---------- PROVIDED DATA ----------
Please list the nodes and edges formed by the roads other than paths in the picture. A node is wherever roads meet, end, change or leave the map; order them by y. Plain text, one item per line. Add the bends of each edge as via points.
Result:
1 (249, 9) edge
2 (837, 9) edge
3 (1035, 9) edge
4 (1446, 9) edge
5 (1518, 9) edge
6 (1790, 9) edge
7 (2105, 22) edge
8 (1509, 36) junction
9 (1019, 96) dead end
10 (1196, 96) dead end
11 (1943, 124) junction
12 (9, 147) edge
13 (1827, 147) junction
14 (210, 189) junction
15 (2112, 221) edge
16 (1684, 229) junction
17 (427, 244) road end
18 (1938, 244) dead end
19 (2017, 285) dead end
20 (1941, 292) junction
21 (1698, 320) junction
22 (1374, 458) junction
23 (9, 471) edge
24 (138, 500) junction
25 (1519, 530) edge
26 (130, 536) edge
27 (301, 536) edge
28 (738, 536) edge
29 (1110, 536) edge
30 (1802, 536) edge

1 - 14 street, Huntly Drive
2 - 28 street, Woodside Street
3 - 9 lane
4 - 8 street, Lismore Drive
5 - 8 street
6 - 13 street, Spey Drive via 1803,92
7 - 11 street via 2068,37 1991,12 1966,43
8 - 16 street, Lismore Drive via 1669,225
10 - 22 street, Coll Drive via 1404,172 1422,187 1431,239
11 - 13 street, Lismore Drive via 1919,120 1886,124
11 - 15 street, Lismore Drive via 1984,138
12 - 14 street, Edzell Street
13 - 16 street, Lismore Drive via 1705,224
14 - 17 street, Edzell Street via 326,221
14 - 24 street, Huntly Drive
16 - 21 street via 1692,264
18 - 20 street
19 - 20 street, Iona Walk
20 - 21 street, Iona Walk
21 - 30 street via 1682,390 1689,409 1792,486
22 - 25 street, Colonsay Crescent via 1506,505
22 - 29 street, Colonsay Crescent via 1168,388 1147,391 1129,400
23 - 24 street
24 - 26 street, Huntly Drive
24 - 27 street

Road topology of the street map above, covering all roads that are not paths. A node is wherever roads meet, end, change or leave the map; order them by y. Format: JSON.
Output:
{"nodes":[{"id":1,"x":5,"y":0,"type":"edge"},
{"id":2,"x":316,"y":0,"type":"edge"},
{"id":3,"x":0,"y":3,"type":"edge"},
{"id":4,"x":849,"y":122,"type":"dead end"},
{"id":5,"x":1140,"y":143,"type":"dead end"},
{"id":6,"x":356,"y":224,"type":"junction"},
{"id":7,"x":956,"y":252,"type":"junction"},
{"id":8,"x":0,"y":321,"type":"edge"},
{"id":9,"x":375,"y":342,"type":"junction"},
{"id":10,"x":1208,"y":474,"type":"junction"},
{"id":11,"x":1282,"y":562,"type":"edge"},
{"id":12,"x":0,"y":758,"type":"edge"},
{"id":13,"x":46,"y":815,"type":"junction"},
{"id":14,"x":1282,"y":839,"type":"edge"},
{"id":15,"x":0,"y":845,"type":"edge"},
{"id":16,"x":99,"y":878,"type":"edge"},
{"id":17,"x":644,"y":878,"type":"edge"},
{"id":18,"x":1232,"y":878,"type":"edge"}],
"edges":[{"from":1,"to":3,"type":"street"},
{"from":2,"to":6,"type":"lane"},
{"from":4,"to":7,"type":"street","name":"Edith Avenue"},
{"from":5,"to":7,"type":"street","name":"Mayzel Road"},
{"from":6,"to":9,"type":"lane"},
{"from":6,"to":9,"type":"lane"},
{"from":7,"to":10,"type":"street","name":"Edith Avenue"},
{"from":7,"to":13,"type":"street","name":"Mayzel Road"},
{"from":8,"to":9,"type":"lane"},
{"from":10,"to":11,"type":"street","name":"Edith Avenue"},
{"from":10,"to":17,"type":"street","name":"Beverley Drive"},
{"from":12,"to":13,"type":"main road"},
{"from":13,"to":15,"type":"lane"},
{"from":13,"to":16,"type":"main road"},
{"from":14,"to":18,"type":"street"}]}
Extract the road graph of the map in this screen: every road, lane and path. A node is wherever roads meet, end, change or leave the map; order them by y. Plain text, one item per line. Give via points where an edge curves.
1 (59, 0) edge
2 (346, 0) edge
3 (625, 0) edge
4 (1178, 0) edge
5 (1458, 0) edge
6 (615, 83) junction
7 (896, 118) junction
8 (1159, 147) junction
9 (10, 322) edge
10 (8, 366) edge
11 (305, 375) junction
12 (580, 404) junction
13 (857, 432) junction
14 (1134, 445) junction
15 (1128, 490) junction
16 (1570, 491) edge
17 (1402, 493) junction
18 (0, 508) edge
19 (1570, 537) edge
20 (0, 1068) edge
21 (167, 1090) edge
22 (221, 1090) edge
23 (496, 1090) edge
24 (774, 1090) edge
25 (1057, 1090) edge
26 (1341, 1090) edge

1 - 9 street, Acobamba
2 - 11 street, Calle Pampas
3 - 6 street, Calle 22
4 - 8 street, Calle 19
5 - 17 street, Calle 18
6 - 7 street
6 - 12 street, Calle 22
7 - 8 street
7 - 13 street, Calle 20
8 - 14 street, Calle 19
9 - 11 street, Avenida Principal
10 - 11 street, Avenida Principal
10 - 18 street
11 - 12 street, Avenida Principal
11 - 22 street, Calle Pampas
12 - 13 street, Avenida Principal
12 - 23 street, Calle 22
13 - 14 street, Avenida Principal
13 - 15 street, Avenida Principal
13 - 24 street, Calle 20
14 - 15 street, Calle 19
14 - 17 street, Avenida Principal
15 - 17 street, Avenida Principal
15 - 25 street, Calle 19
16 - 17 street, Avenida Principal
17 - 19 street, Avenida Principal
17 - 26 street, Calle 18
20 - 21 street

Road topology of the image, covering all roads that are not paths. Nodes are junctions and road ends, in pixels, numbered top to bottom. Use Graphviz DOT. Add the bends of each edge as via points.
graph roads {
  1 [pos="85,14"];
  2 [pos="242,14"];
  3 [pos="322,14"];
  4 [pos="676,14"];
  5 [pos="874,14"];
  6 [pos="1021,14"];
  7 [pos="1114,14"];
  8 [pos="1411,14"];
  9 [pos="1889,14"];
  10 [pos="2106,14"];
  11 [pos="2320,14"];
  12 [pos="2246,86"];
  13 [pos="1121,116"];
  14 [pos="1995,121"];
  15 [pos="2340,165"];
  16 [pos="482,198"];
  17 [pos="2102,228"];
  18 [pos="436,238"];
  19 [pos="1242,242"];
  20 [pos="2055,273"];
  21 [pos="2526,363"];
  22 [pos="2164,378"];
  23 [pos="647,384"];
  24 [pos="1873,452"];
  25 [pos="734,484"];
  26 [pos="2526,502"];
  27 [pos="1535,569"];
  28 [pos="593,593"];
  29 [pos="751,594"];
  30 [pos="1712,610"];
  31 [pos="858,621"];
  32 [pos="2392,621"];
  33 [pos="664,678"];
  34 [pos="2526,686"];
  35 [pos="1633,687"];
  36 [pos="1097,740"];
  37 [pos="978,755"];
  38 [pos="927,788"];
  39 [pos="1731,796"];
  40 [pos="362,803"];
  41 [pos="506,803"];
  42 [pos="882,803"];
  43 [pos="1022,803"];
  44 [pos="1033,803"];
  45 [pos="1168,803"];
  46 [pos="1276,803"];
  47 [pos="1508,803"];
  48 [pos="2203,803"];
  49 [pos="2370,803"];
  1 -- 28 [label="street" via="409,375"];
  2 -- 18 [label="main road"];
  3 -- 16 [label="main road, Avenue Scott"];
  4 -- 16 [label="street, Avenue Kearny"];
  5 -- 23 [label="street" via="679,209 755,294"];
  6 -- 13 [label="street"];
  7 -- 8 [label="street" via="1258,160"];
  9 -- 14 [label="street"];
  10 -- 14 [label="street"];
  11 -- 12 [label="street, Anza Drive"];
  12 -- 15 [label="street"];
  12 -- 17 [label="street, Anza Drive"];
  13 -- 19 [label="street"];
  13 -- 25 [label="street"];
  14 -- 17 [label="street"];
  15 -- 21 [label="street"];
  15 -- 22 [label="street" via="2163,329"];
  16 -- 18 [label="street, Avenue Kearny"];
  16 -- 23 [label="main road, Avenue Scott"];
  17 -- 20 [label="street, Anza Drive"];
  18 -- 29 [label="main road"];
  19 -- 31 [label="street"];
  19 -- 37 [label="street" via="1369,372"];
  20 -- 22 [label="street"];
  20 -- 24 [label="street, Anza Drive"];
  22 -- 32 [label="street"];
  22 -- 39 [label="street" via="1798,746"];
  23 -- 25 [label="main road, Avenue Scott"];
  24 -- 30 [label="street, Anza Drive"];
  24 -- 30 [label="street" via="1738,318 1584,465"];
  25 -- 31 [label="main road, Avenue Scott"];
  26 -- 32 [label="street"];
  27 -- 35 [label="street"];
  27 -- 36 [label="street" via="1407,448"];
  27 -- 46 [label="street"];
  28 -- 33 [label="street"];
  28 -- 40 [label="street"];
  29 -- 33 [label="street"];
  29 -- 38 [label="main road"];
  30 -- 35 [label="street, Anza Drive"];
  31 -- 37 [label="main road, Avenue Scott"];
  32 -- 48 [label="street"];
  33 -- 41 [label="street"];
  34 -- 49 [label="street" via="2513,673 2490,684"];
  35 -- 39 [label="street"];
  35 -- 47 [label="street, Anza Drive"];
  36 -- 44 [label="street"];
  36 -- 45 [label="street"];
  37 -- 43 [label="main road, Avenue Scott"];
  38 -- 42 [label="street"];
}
----------
#### WHAT YOU SHOULD DO:
Taking every line of the records in turn, count the ones holding "that", and state nothing but the number.

#### WRITTEN RESPONSE:
2